Hence the generation of adrenaline, e.g. when under acute stress, necessarily uses up our dopamine supplies.
The obvious, to us, conclusion from this that we had independently come to is that chronic disease diagnoses like Parkinson’s are not due to too little dopamine in the brain and body, but due to making too much adrenaline/noradrenaline all the time, thus constantly depleting dopamine supplies in the process.
The cause of this constant over-production of adrenaline, and hence depletion of dopamine, being all the chronic stressors of modern life.
The proof of this concept is in our results, because our pragmatic approaches based on stress reduction and trauma healing have been demonstrated to work, as exemplified both by Gary’s own recovery journey, and the shared recovery stories of Lilian’s clients.
Yesterday, a client of Lilian’s and a member of our “Overcome Chronic Diseases…” facebook group shared a science news article that some academic scientists have now come to similar conclusions, and are also saying that the problem isn’t too little dopamine, its too much [nor]adrenline.
Below are some relevant quotes.
“In the past decade or two, … , a few key facts have caused some Parkinson’s researchers to question the focus on dopamine alone: first, patients initially respond well to dopamine therapy but inevitably progress. Second, there are numerous nonmotor symptoms that patients experience even very early in the course of the disease that are not resolved by dopamine therapy.
“The noradrenergic system… to control the body’s fight-or-flight response as well as to regulate arousal, attention and reactions to stress. Symptoms associated with potential noradrenergic dysregulation include REM sleep behavior disorder, depression and anxiety, hypertension, attention deficit hyperactivity disorder, sweating, shaking, fatigue, and muscle tension—most of which overlap with symptoms experienced by patients with Parkinson’s before and after diagnosis.”
“Early findings from participant biomarker analysis, MRI studies, cardiac imaging and heart rate variability tests suggest many of these high-risk patients have abnormally increased sympathetic tone—an overactive noradrenergic system.”
The highlighted part is key - this basically means too much chronic stress, poor ability to regulate one’s own Nervous System, or poor stress resiliency.
Of course, the academics then propose drugs as the solution, to keep the levels of noradrenaline down, but obviously, this is just papering over the symptoms rather than addressing the root causes and comes with nasty side-effects, and unknown consequences of being on the drugs long term, and besides it will be years before the drugs are even approved for this.
The obvious solution is to tackle the root causes head-on, starting right now, to reduce sympathetic tone. So onboard stress reduction techniques, lifestyle changes, trauma healing, and learning how to self-regulate one’s own Nervous System.

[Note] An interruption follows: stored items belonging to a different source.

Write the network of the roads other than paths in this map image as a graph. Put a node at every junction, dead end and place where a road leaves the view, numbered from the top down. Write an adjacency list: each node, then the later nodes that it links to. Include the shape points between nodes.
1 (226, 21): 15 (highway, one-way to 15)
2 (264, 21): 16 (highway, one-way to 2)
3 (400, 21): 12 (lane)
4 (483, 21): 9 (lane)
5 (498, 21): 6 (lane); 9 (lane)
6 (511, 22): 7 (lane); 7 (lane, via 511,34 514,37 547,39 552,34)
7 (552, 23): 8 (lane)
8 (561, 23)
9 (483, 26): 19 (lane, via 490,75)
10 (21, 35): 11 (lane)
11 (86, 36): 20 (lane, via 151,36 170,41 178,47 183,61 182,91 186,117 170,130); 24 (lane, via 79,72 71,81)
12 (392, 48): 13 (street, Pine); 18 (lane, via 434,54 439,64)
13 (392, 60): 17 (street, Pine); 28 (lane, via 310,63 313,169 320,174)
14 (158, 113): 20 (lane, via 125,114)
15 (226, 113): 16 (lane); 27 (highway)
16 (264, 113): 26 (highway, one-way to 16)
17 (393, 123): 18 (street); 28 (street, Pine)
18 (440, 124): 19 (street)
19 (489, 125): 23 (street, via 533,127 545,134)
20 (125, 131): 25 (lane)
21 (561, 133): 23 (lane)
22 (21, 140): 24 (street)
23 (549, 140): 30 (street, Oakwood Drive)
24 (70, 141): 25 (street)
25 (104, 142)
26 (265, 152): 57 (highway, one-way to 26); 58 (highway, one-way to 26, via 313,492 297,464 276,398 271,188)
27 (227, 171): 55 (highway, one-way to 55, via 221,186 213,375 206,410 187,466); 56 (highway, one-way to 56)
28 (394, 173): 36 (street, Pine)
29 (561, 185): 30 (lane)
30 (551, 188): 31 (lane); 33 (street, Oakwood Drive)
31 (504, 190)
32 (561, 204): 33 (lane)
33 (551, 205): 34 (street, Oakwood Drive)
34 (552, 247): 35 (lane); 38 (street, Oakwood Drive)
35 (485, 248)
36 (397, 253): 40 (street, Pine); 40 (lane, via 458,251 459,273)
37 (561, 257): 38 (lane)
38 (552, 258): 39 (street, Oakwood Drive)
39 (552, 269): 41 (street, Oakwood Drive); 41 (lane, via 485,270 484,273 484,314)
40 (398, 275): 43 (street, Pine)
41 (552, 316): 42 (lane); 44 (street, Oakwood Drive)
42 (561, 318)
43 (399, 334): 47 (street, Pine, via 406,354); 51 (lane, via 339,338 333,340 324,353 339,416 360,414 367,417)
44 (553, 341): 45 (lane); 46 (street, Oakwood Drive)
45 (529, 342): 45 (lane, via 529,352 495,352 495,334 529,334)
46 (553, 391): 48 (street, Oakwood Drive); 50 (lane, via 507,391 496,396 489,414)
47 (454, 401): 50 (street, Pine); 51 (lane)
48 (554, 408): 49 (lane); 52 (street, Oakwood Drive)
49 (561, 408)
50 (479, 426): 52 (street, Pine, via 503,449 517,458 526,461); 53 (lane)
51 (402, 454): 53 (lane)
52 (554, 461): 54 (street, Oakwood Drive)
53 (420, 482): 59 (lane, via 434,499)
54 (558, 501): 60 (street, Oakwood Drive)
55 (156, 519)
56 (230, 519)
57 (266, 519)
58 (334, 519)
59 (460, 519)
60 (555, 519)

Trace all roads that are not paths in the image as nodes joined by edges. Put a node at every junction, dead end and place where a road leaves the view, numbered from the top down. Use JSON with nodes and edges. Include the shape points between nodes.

The natural answer to an overactive sympathetic Nervous System is to learn how to inhabit parasympathetic states (calm, relaxed) for as long as possible per day - some put a figure of needing to be in parasympathetic for 80% of the day in order to stay healthy and well.

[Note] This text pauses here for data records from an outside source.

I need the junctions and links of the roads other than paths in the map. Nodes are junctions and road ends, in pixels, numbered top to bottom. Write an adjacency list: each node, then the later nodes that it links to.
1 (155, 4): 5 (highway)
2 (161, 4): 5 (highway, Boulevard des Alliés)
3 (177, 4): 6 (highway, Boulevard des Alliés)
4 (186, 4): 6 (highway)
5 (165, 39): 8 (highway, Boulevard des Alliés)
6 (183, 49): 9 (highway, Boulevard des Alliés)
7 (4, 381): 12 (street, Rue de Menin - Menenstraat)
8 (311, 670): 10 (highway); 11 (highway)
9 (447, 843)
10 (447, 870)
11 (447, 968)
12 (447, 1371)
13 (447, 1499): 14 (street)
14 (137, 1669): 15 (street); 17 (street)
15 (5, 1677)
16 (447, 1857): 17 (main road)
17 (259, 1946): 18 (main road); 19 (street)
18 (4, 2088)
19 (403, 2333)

Both of us have put together our own courses based on all we’ve learned about this, to help folks to reduce their symptoms, and for those who just interested in staying healthy and well, and avoiding chronic conditions in the first place.
You can also take Lilian’s unique Stress Test in order to assess whether you are at risk.
Pragmatic theory:
Actionable steps and a practical plan:
Self-evaluation tool:
Have you also noticed how terrible your future looked like in the days and months after diagnosis due to the doctor’s nocebo spell “you will never become better” or “you can only get worse”? Maybe you are not free of that yet and this negative expectation effect/self-fulfilling prophecy of doom/Curse of Diagnosis Trauma has you imprisoned in disease progression? Is it time to turn this around and start to HOPE again?

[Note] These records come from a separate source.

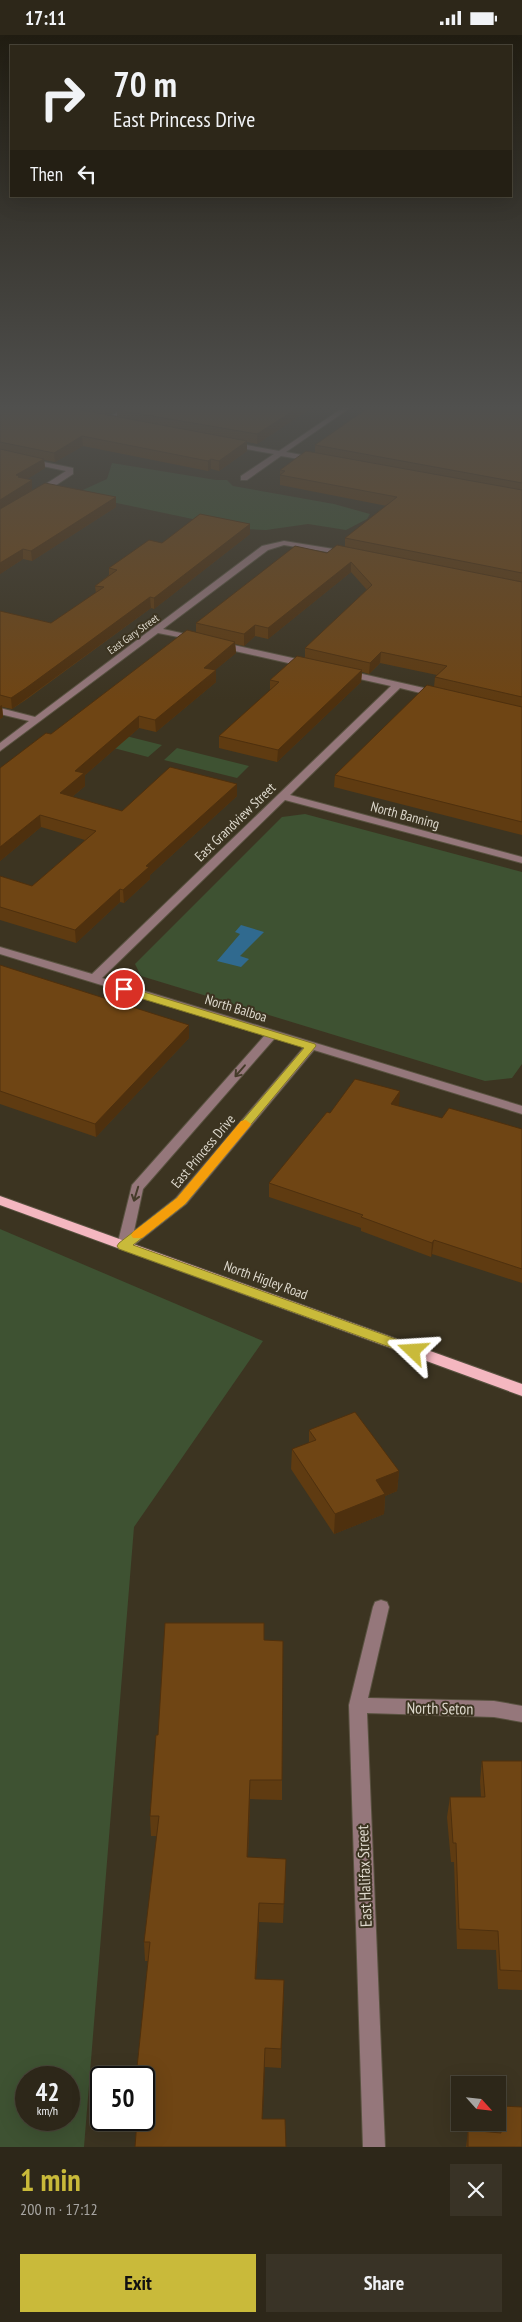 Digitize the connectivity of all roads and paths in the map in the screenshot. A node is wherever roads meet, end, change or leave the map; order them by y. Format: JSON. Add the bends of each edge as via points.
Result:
{"nodes":[{"id":1,"x":359,"y":556,"type":"edge"},
{"id":2,"x":157,"y":630,"type":"junction"},
{"id":3,"x":311,"y":665,"type":"edge"},
{"id":4,"x":330,"y":670,"type":"edge"},
{"id":5,"x":398,"y":685,"type":"junction"},
{"id":6,"x":446,"y":696,"type":"edge"},
{"id":7,"x":0,"y":711,"type":"edge"},
{"id":8,"x":36,"y":720,"type":"junction"},
{"id":9,"x":0,"y":748,"type":"edge"},
{"id":10,"x":280,"y":797,"type":"junction"},
{"id":11,"x":522,"y":859,"type":"edge"},
{"id":12,"x":0,"y":950,"type":"edge"},
{"id":13,"x":93,"y":980,"type":"junction"},
{"id":14,"x":272,"y":1034,"type":"junction"},
{"id":15,"x":311,"y":1046,"type":"junction"},
{"id":16,"x":521,"y":1108,"type":"edge"},
{"id":17,"x":0,"y":1200,"type":"edge"},
{"id":18,"x":124,"y":1246,"type":"junction"},
{"id":19,"x":522,"y":1390,"type":"edge"},
{"id":20,"x":381,"y":1607,"type":"dead end"},
{"id":21,"x":358,"y":1705,"type":"junction"},
{"id":22,"x":522,"y":1714,"type":"edge"},
{"id":23,"x":374,"y":2147,"type":"edge"}],
"edges":[{"from":1,"to":2,"type":"street","name":"East Gary Street","via":[[302,544],[282,543],[264,548]]},
{"from":2,"to":3,"type":"street"},
{"from":2,"to":8,"type":"street","name":"East Gary Street"},
{"from":4,"to":5,"type":"street"},
{"from":5,"to":6,"type":"street"},
{"from":5,"to":10,"type":"street","name":"East Grandview Street"},
{"from":7,"to":8,"type":"street"},
{"from":8,"to":9,"type":"street","name":"East Gary Street"},
{"from":10,"to":11,"type":"street","name":"North Banning"},
{"from":10,"to":13,"type":"street","name":"East Grandview Street"},
{"from":12,"to":13,"type":"street","name":"North Balboa"},
{"from":13,"to":14,"type":"street","name":"North Balboa"},
{"from":14,"to":15,"type":"street","name":"North Balboa"},
{"from":14,"to":18,"type":"street","name":"East Princess Drive","one_way":true,"via":[[136,1188]]},
{"from":15,"to":16,"type":"street","name":"North Balboa"},
{"from":15,"to":18,"type":"street","name":"East Princess Drive","via":[[181,1201]]},
{"from":17,"to":18,"type":"main road","name":"North Higley Road"},
{"from":18,"to":19,"type":"main road","name":"North Higley Road"},
{"from":20,"to":21,"type":"street","name":"East Halifax Street"},
{"from":21,"to":22,"type":"street","name":"North Seton","via":[[494,1709]]},
{"from":21,"to":23,"type":"street","name":"East Halifax Street"}]}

Our courses above will be of help here too [the courses are also a way to financially support our work];
Subscribe to our Substacks to help get free of the old myths [ Lilian’s is
].
I love this post! If more people understood what dopamine feels like when it is naturally released, they could improve their health in so many ways. It is key to maintaining good eating habits. Stress eating is a corrupted dopamine response. By finding activities that allow you to relax and repair, you can tune into your innate signaling system that provides a sense of well-being. You can reconnect to your body so you are one in purpose.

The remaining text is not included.